(Supplied records)
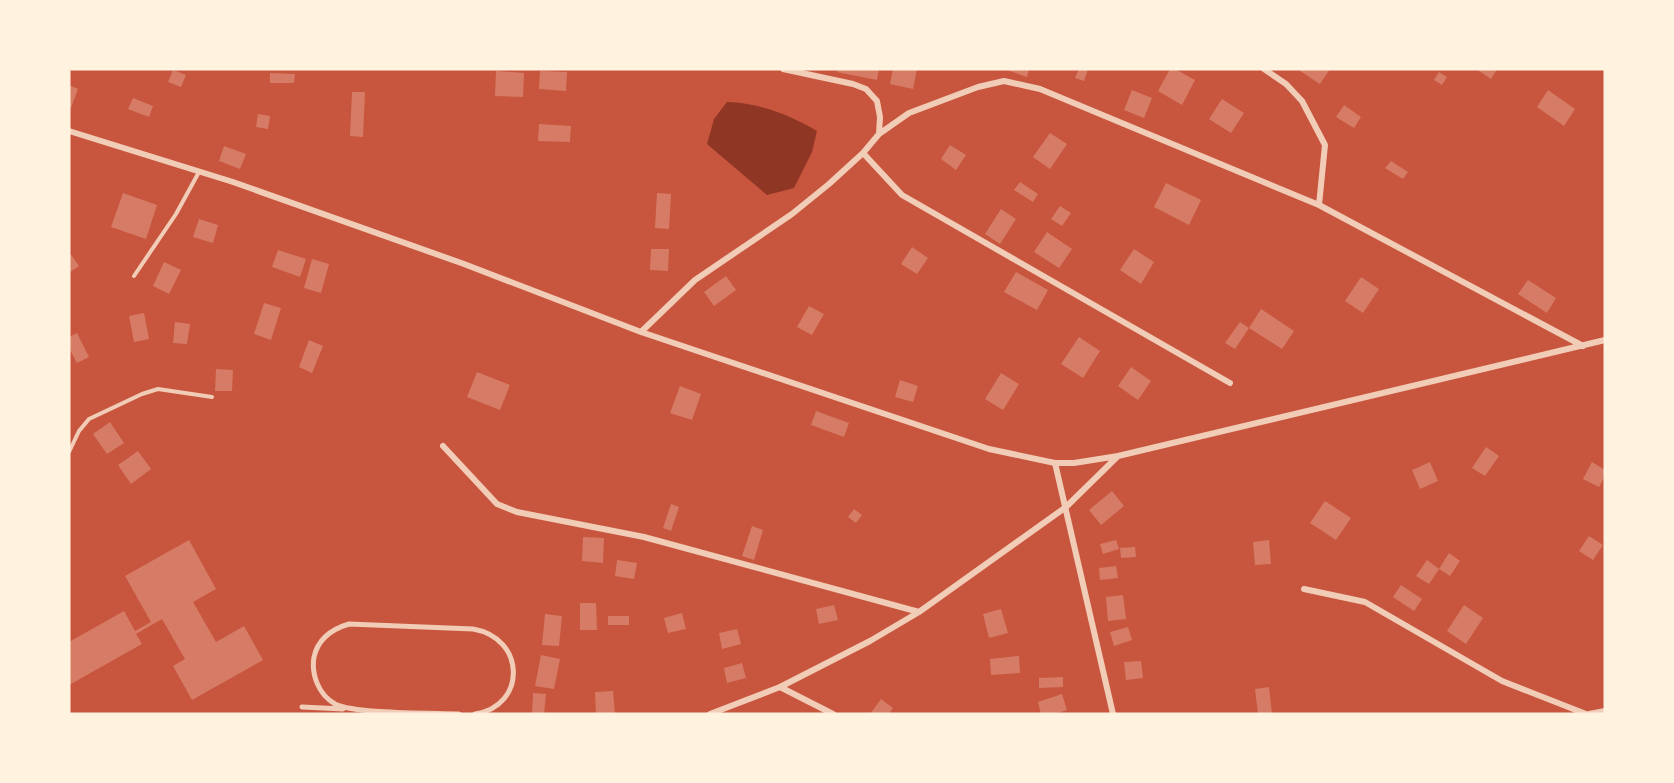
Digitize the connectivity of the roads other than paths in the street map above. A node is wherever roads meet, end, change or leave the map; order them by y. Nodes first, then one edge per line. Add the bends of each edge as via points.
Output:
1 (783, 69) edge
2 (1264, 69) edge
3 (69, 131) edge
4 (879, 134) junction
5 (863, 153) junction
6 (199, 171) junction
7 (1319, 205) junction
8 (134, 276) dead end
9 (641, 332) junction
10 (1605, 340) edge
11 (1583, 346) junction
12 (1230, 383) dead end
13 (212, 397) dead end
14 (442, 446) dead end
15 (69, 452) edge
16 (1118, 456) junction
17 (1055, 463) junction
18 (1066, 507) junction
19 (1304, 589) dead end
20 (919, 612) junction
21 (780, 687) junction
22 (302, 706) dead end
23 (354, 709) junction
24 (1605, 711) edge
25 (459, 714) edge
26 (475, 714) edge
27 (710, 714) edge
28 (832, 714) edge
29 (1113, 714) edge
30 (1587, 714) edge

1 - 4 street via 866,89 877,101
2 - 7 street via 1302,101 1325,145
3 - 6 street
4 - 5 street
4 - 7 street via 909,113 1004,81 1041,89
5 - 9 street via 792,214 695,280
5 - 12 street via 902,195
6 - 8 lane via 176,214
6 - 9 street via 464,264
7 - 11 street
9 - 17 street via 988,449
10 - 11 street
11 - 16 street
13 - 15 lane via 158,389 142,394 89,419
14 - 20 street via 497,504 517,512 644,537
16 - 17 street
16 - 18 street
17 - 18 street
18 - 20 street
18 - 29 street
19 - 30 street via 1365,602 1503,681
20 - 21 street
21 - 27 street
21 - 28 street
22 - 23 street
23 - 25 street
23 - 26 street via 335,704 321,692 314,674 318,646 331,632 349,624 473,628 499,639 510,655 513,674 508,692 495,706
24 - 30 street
(End Supplied records)
(Supplied records)
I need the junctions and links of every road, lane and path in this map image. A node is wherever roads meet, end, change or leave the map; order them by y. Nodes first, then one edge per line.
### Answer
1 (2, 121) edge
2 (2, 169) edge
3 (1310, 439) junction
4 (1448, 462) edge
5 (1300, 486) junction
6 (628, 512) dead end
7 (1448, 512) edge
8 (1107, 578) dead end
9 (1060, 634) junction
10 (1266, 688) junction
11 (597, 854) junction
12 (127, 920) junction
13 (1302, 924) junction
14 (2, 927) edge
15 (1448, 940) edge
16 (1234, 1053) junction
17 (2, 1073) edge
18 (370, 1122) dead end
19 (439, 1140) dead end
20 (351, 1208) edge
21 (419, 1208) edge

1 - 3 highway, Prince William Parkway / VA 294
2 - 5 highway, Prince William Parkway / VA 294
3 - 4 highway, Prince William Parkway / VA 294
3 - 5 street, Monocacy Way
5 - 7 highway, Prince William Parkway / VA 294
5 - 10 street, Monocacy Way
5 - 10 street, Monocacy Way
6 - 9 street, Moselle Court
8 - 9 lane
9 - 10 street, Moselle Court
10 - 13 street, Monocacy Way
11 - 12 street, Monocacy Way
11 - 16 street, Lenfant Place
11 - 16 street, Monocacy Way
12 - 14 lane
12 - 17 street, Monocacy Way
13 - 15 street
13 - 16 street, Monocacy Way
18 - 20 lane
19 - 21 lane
(End Supplied records)
### Directions
Copy down every line of the material above that includes the string "node".

### Solution to this exercise
Digitize the connectivity of the roads other than paths in the street map above. A node is wherever roads meet, end, change or leave the map; order them by y. Nodes first, then one edge per line. Add the bends of each edge as via points.
I need the junctions and links of every road, lane and path in this map image. A node is wherever roads meet, end, change or leave the map; order them by y. Nodes first, then one edge per line.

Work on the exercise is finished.